Start of Source material

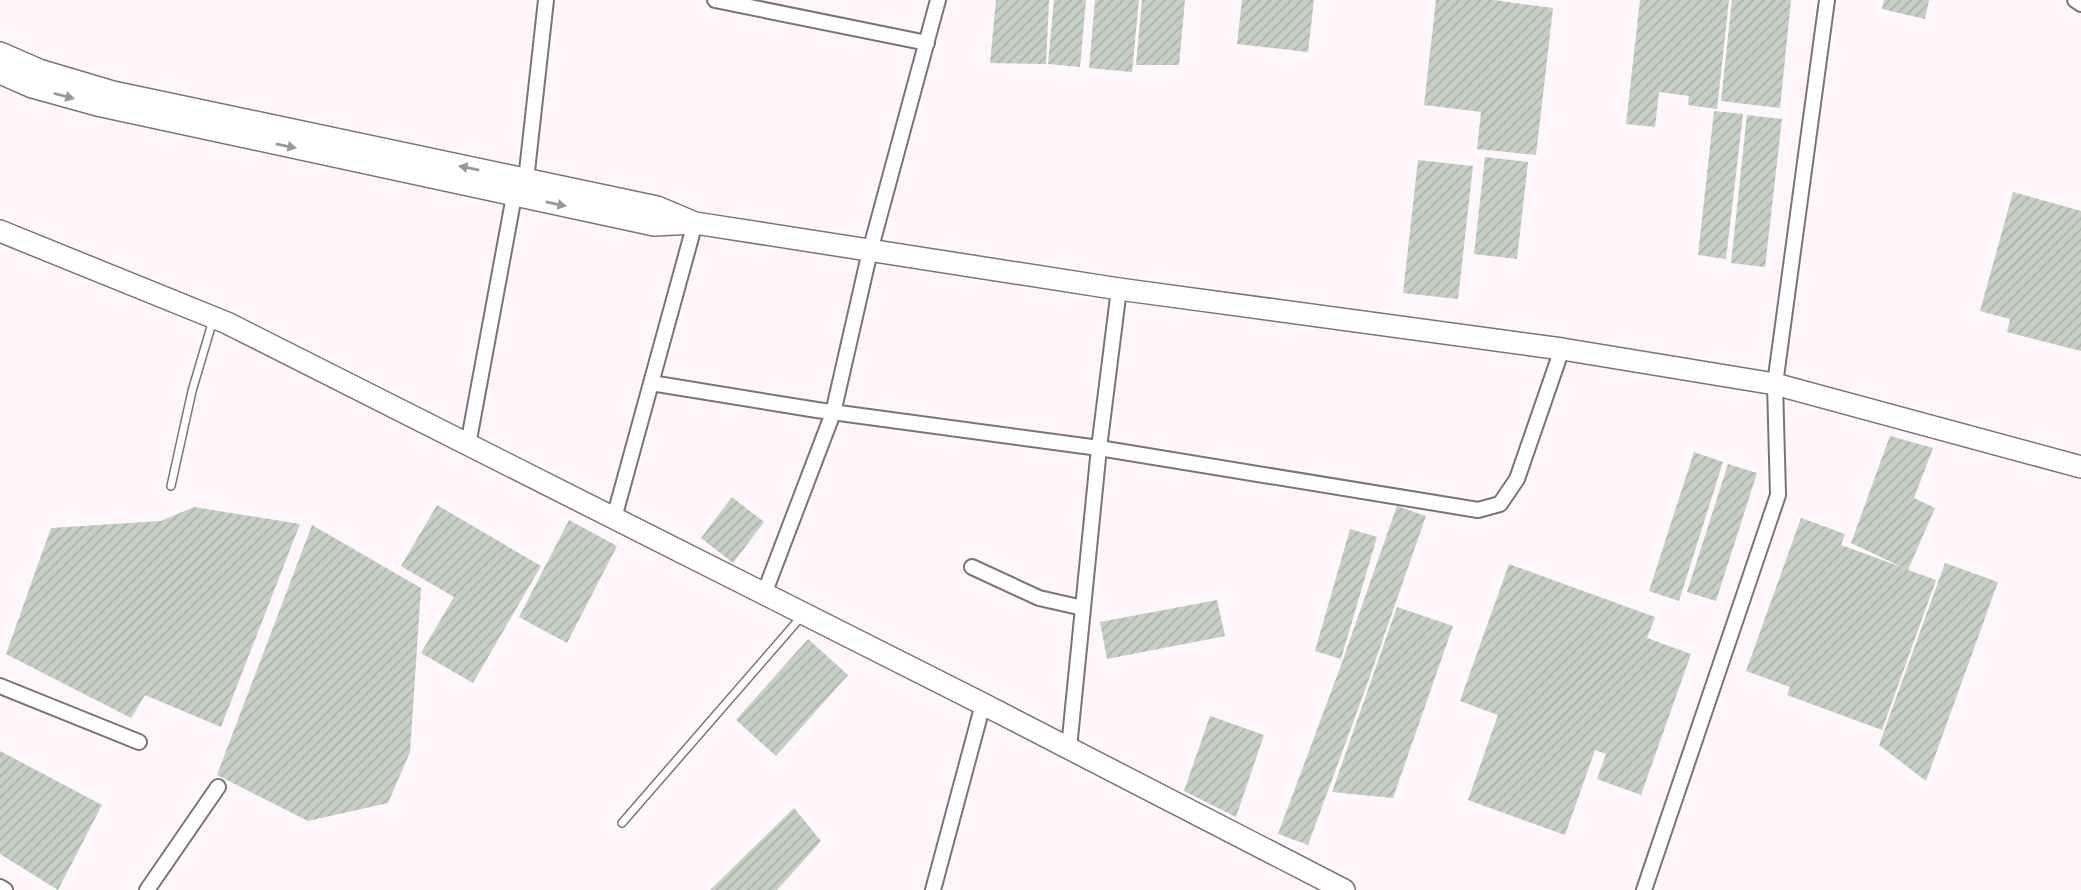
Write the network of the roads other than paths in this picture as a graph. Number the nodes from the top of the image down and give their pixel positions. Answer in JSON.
{"nodes":[{"id":1,"x":546,"y":0,"type":"edge"},
{"id":2,"x":715,"y":0,"type":"edge"},
{"id":3,"x":938,"y":0,"type":"edge"},
{"id":4,"x":1827,"y":0,"type":"edge"},
{"id":5,"x":2075,"y":0,"type":"edge"},
{"id":6,"x":2081,"y":4,"type":"edge"},
{"id":7,"x":926,"y":43,"type":"junction"},
{"id":8,"x":0,"y":53,"type":"edge"},
{"id":9,"x":0,"y":73,"type":"edge"},
{"id":10,"x":520,"y":188,"type":"junction"},
{"id":11,"x":695,"y":223,"type":"junction"},
{"id":12,"x":0,"y":231,"type":"edge"},
{"id":13,"x":870,"y":251,"type":"junction"},
{"id":14,"x":1119,"y":289,"type":"junction"},
{"id":15,"x":214,"y":318,"type":"junction"},
{"id":16,"x":1562,"y":349,"type":"junction"},
{"id":17,"x":651,"y":383,"type":"junction"},
{"id":18,"x":1775,"y":384,"type":"junction"},
{"id":19,"x":833,"y":412,"type":"junction"},
{"id":20,"x":468,"y":445,"type":"junction"},
{"id":21,"x":1099,"y":448,"type":"junction"},
{"id":22,"x":2081,"y":467,"type":"edge"},
{"id":23,"x":171,"y":486,"type":"dead end"},
{"id":24,"x":614,"y":518,"type":"junction"},
{"id":25,"x":972,"y":567,"type":"dead end"},
{"id":26,"x":764,"y":594,"type":"junction"},
{"id":27,"x":1083,"y":608,"type":"junction"},
{"id":28,"x":804,"y":614,"type":"junction"},
{"id":29,"x":0,"y":686,"type":"edge"},
{"id":30,"x":983,"y":704,"type":"junction"},
{"id":31,"x":139,"y":742,"type":"dead end"},
{"id":32,"x":1069,"y":748,"type":"junction"},
{"id":33,"x":218,"y":788,"type":"dead end"},
{"id":34,"x":622,"y":822,"type":"dead end"},
{"id":35,"x":0,"y":887,"type":"edge"},
{"id":36,"x":5,"y":890,"type":"edge"},
{"id":37,"x":147,"y":890,"type":"edge"},
{"id":38,"x":933,"y":890,"type":"edge"},
{"id":39,"x":1344,"y":890,"type":"edge"},
{"id":40,"x":1644,"y":890,"type":"edge"}],
"edges":[{"from":1,"to":10,"type":"street"},
{"from":2,"to":7,"type":"street"},
{"from":3,"to":7,"type":"street"},
{"from":4,"to":18,"type":"street"},
{"from":5,"to":6,"type":"street"},
{"from":7,"to":13,"type":"street"},
{"from":10,"to":8,"type":"street","one_way":true},
{"from":9,"to":10,"type":"street","one_way":true},
{"from":10,"to":11,"type":"street"},
{"from":10,"to":20,"type":"street"},
{"from":11,"to":13,"type":"street"},
{"from":11,"to":17,"type":"street"},
{"from":12,"to":15,"type":"street"},
{"from":13,"to":14,"type":"street"},
{"from":13,"to":19,"type":"street"},
{"from":14,"to":16,"type":"street"},
{"from":14,"to":21,"type":"street"},
{"from":15,"to":20,"type":"street"},
{"from":15,"to":23,"type":"lane"},
{"from":16,"to":18,"type":"street"},
{"from":16,"to":21,"type":"street"},
{"from":17,"to":19,"type":"street"},
{"from":17,"to":24,"type":"street"},
{"from":18,"to":22,"type":"street"},
{"from":18,"to":40,"type":"street"},
{"from":19,"to":21,"type":"street"},
{"from":19,"to":26,"type":"street"},
{"from":20,"to":24,"type":"street"},
{"from":21,"to":27,"type":"street"},
{"from":24,"to":26,"type":"street"},
{"from":25,"to":27,"type":"street"},
{"from":26,"to":28,"type":"street"},
{"from":27,"to":32,"type":"street"},
{"from":28,"to":30,"type":"street"},
{"from":28,"to":34,"type":"lane"},
{"from":29,"to":31,"type":"street"},
{"from":30,"to":32,"type":"street"},
{"from":30,"to":38,"type":"street"},
{"from":32,"to":39,"type":"street"},
{"from":33,"to":37,"type":"street"},
{"from":35,"to":36,"type":"street"}]}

End of Source material

### Exercise instructions
Please retype the whole listing above exactly, without any of its images.

### Finished task
Write the network of the roads other than paths in this picture as a graph. Number the nodes from the top of the image down and give their pixel positions. Answer in JSON.
{"nodes":[{"id":1,"x":546,"y":0,"type":"edge"},
{"id":2,"x":715,"y":0,"type":"edge"},
{"id":3,"x":938,"y":0,"type":"edge"},
{"id":4,"x":1827,"y":0,"type":"edge"},
{"id":5,"x":2075,"y":0,"type":"edge"},
{"id":6,"x":2081,"y":4,"type":"edge"},
{"id":7,"x":926,"y":43,"type":"junction"},
{"id":8,"x":0,"y":53,"type":"edge"},
{"id":9,"x":0,"y":73,"type":"edge"},
{"id":10,"x":520,"y":188,"type":"junction"},
{"id":11,"x":695,"y":223,"type":"junction"},
{"id":12,"x":0,"y":231,"type":"edge"},
{"id":13,"x":870,"y":251,"type":"junction"},
{"id":14,"x":1119,"y":289,"type":"junction"},
{"id":15,"x":214,"y":318,"type":"junction"},
{"id":16,"x":1562,"y":349,"type":"junction"},
{"id":17,"x":651,"y":383,"type":"junction"},
{"id":18,"x":1775,"y":384,"type":"junction"},
{"id":19,"x":833,"y":412,"type":"junction"},
{"id":20,"x":468,"y":445,"type":"junction"},
{"id":21,"x":1099,"y":448,"type":"junction"},
{"id":22,"x":2081,"y":467,"type":"edge"},
{"id":23,"x":171,"y":486,"type":"dead end"},
{"id":24,"x":614,"y":518,"type":"junction"},
{"id":25,"x":972,"y":567,"type":"dead end"},
{"id":26,"x":764,"y":594,"type":"junction"},
{"id":27,"x":1083,"y":608,"type":"junction"},
{"id":28,"x":804,"y":614,"type":"junction"},
{"id":29,"x":0,"y":686,"type":"edge"},
{"id":30,"x":983,"y":704,"type":"junction"},
{"id":31,"x":139,"y":742,"type":"dead end"},
{"id":32,"x":1069,"y":748,"type":"junction"},
{"id":33,"x":218,"y":788,"type":"dead end"},
{"id":34,"x":622,"y":822,"type":"dead end"},
{"id":35,"x":0,"y":887,"type":"edge"},
{"id":36,"x":5,"y":890,"type":"edge"},
{"id":37,"x":147,"y":890,"type":"edge"},
{"id":38,"x":933,"y":890,"type":"edge"},
{"id":39,"x":1344,"y":890,"type":"edge"},
{"id":40,"x":1644,"y":890,"type":"edge"}],
"edges":[{"from":1,"to":10,"type":"street"},
{"from":2,"to":7,"type":"street"},
{"from":3,"to":7,"type":"street"},
{"from":4,"to":18,"type":"street"},
{"from":5,"to":6,"type":"street"},
{"from":7,"to":13,"type":"street"},
{"from":10,"to":8,"type":"street","one_way":true},
{"from":9,"to":10,"type":"street","one_way":true},
{"from":10,"to":11,"type":"street"},
{"from":10,"to":20,"type":"street"},
{"from":11,"to":13,"type":"street"},
{"from":11,"to":17,"type":"street"},
{"from":12,"to":15,"type":"street"},
{"from":13,"to":14,"type":"street"},
{"from":13,"to":19,"type":"street"},
{"from":14,"to":16,"type":"street"},
{"from":14,"to":21,"type":"street"},
{"from":15,"to":20,"type":"street"},
{"from":15,"to":23,"type":"lane"},
{"from":16,"to":18,"type":"street"},
{"from":16,"to":21,"type":"street"},
{"from":17,"to":19,"type":"street"},
{"from":17,"to":24,"type":"street"},
{"from":18,"to":22,"type":"street"},
{"from":18,"to":40,"type":"street"},
{"from":19,"to":21,"type":"street"},
{"from":19,"to":26,"type":"street"},
{"from":20,"to":24,"type":"street"},
{"from":21,"to":27,"type":"street"},
{"from":24,"to":26,"type":"street"},
{"from":25,"to":27,"type":"street"},
{"from":26,"to":28,"type":"street"},
{"from":27,"to":32,"type":"street"},
{"from":28,"to":30,"type":"street"},
{"from":28,"to":34,"type":"lane"},
{"from":29,"to":31,"type":"street"},
{"from":30,"to":32,"type":"street"},
{"from":30,"to":38,"type":"street"},
{"from":32,"to":39,"type":"street"},
{"from":33,"to":37,"type":"street"},
{"from":35,"to":36,"type":"street"}]}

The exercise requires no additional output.